## Problem details
Copy out each line below verbatim, skipping any picture.

Collected data:
★ ★ ★ ★ ★ ★ ★
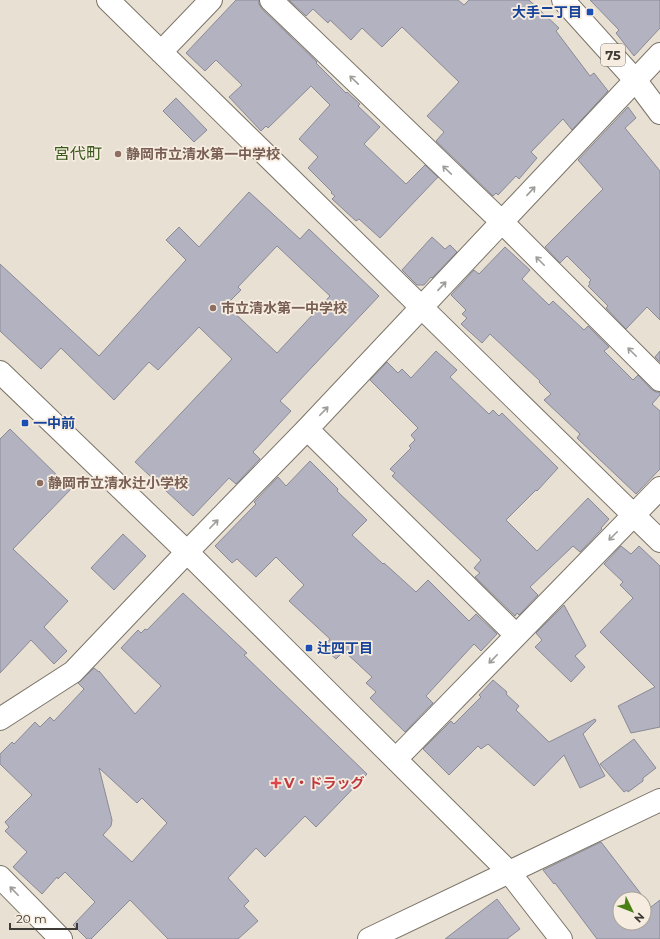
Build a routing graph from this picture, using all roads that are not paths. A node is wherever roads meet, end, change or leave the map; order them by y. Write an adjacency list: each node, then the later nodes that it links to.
1 (108, 0): 5 (street)
2 (211, 0): 5 (street)
3 (271, 0): 9 (street, one-way to 3)
4 (563, 0): 7 (street, 75)
5 (161, 52): 10 (street)
6 (660, 54): 7 (street)
7 (636, 81): 8 (street, 75); 9 (street, one-way to 7)
8 (660, 113)
9 (502, 222): 10 (street, one-way to 9); 12 (street, one-way to 9)
10 (421, 308): 13 (street, one-way to 10); 15 (street)
11 (0, 372): 17 (street)
12 (660, 380)
13 (307, 429): 17 (street, one-way to 13); 18 (street)
14 (660, 488): 15 (street)
15 (634, 515): 16 (street); 18 (street, one-way to 18)
16 (660, 541)
17 (187, 552): 19 (street); 20 (street)
18 (516, 635): 20 (street, one-way to 20)
19 (0, 719)
20 (396, 759): 22 (street)
21 (660, 800): 22 (street)
22 (510, 872): 25 (street); 26 (street)
23 (0, 877): 24 (street, one-way to 23)
24 (61, 939)
25 (369, 939)
26 (561, 939)

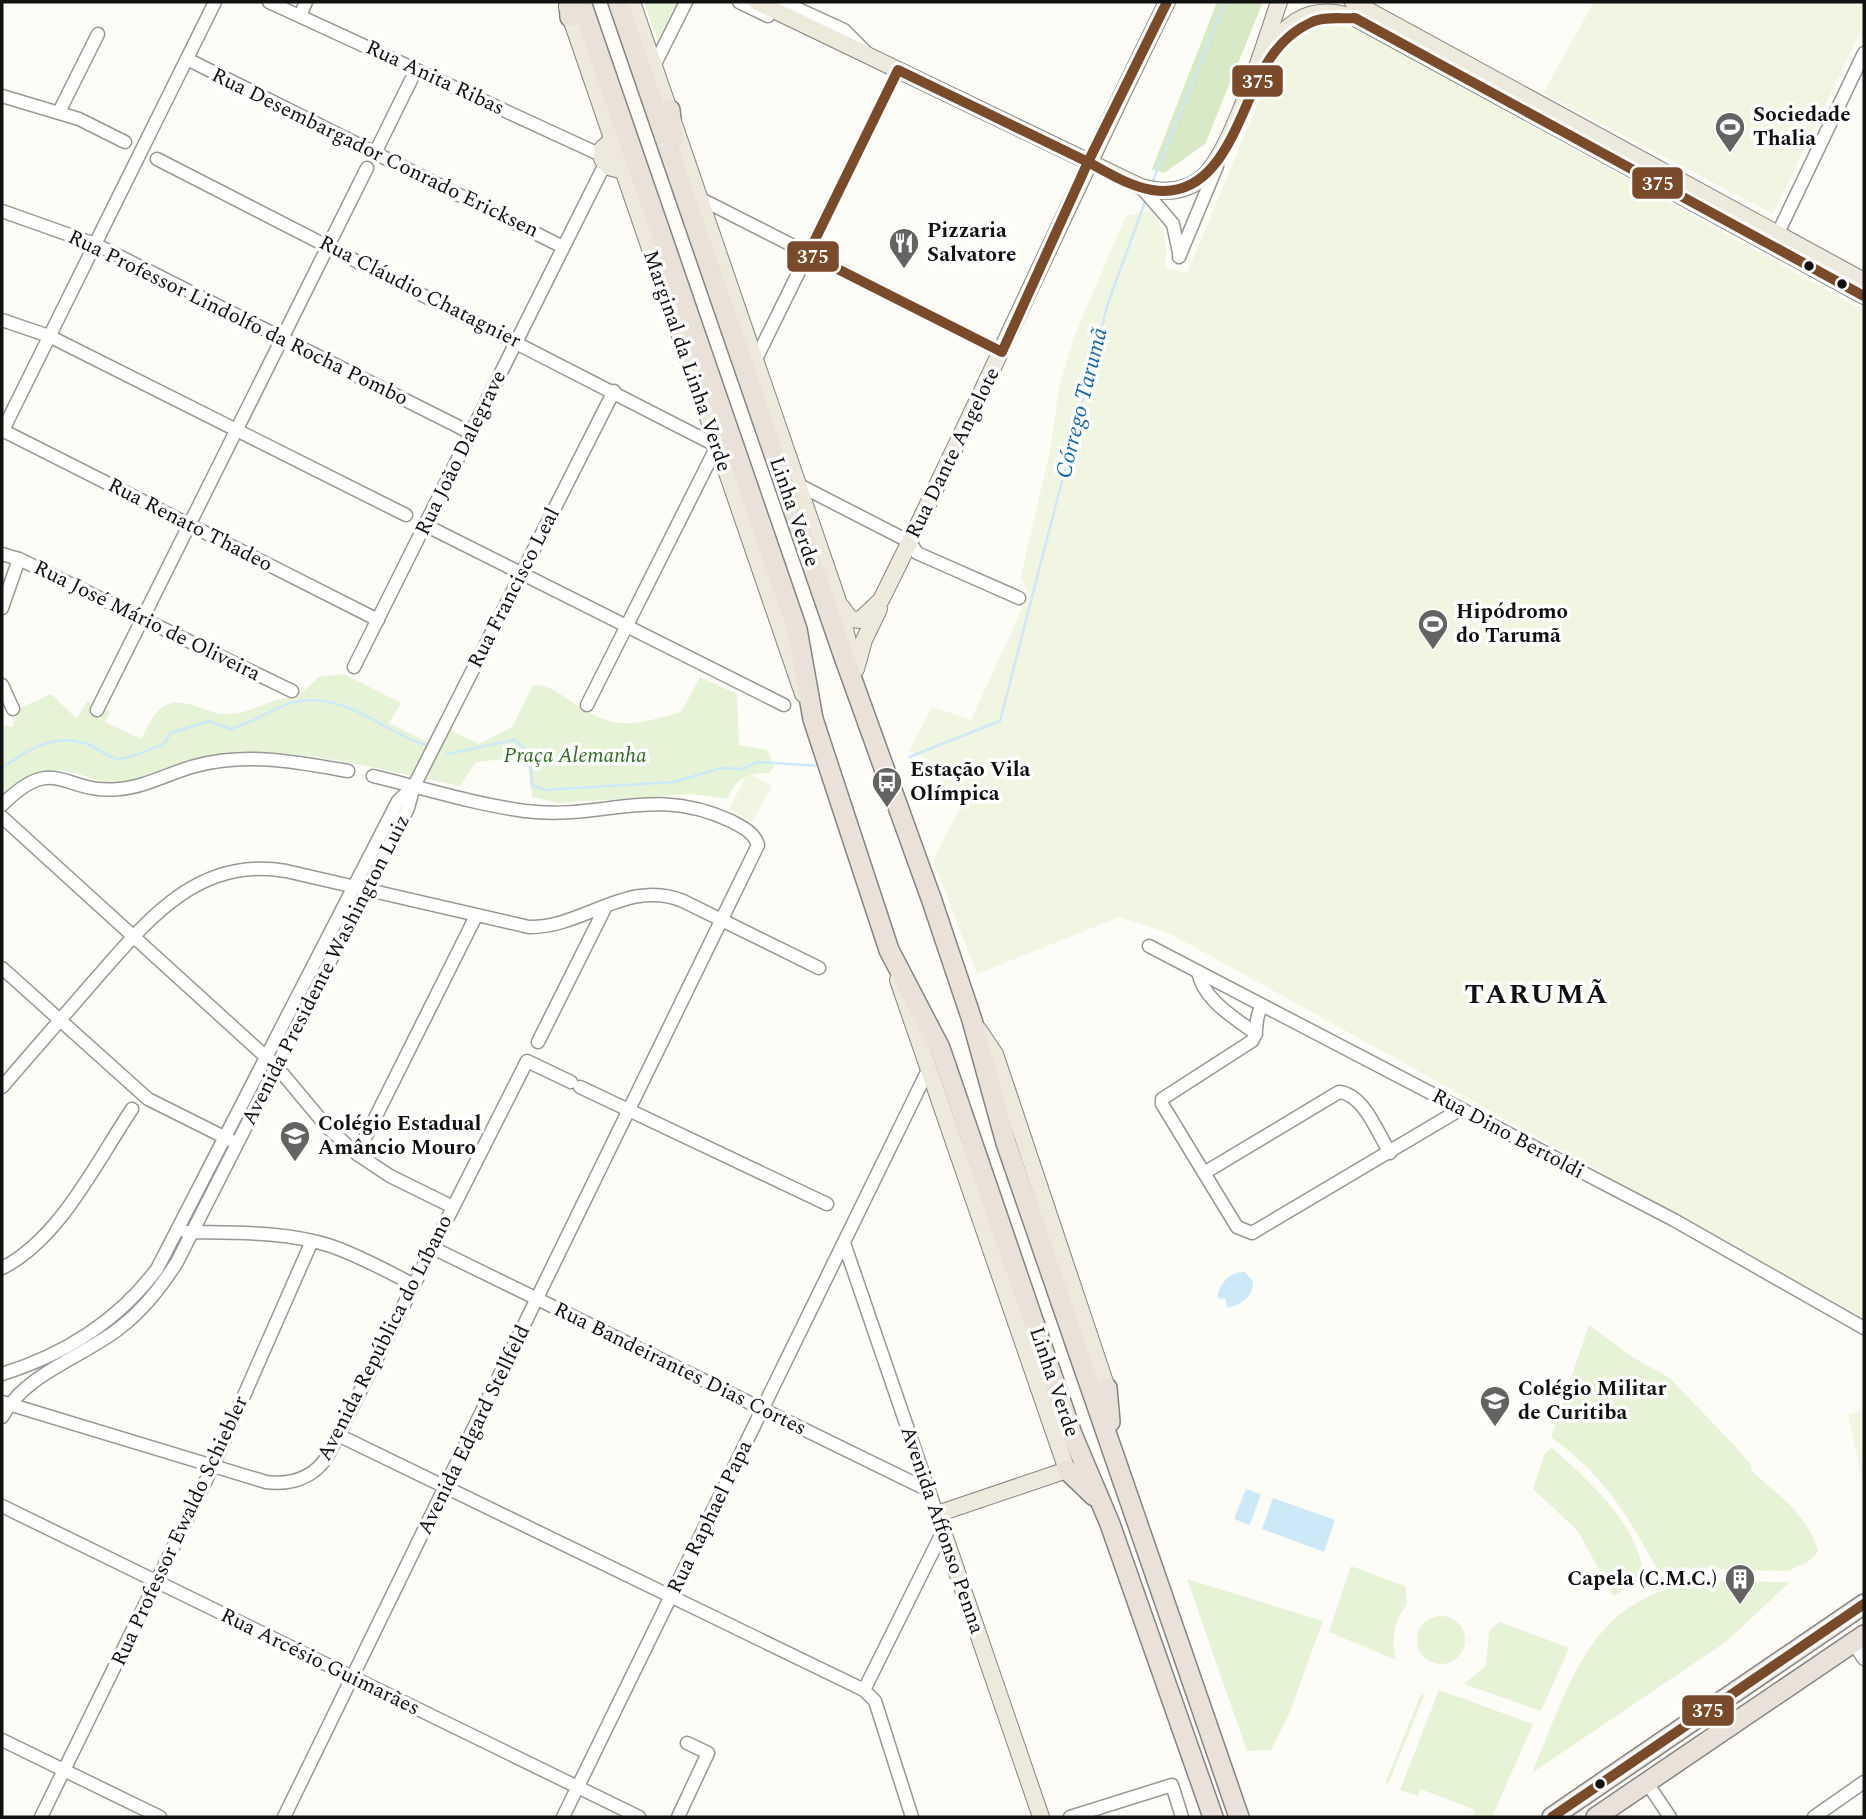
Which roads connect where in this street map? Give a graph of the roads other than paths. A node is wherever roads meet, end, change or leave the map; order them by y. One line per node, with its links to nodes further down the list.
★ ★ ★ ★ ★ ★ ★
## The answer
Build a routing graph from this picture, using all roads that are not paths. A node is wherever roads meet, end, change or leave the map; order them by y. Write an adjacency list: each node, then the later nodes that it links to.
1 (108, 0): 5 (street)
2 (211, 0): 5 (street)
3 (271, 0): 9 (street, one-way to 3)
4 (563, 0): 7 (street, 75)
5 (161, 52): 10 (street)
6 (660, 54): 7 (street)
7 (636, 81): 8 (street, 75); 9 (street, one-way to 7)
8 (660, 113)
9 (502, 222): 10 (street, one-way to 9); 12 (street, one-way to 9)
10 (421, 308): 13 (street, one-way to 10); 15 (street)
11 (0, 372): 17 (street)
12 (660, 380)
13 (307, 429): 17 (street, one-way to 13); 18 (street)
14 (660, 488): 15 (street)
15 (634, 515): 16 (street); 18 (street, one-way to 18)
16 (660, 541)
17 (187, 552): 19 (street); 20 (street)
18 (516, 635): 20 (street, one-way to 20)
19 (0, 719)
20 (396, 759): 22 (street)
21 (660, 800): 22 (street)
22 (510, 872): 25 (street); 26 (street)
23 (0, 877): 24 (street, one-way to 23)
24 (61, 939)
25 (369, 939)
26 (561, 939)

Which roads connect where in this street map? Give a graph of the roads other than paths. A node is wherever roads meet, end, change or leave the map; order them by y. One line per node, with its links to nodes further down the list.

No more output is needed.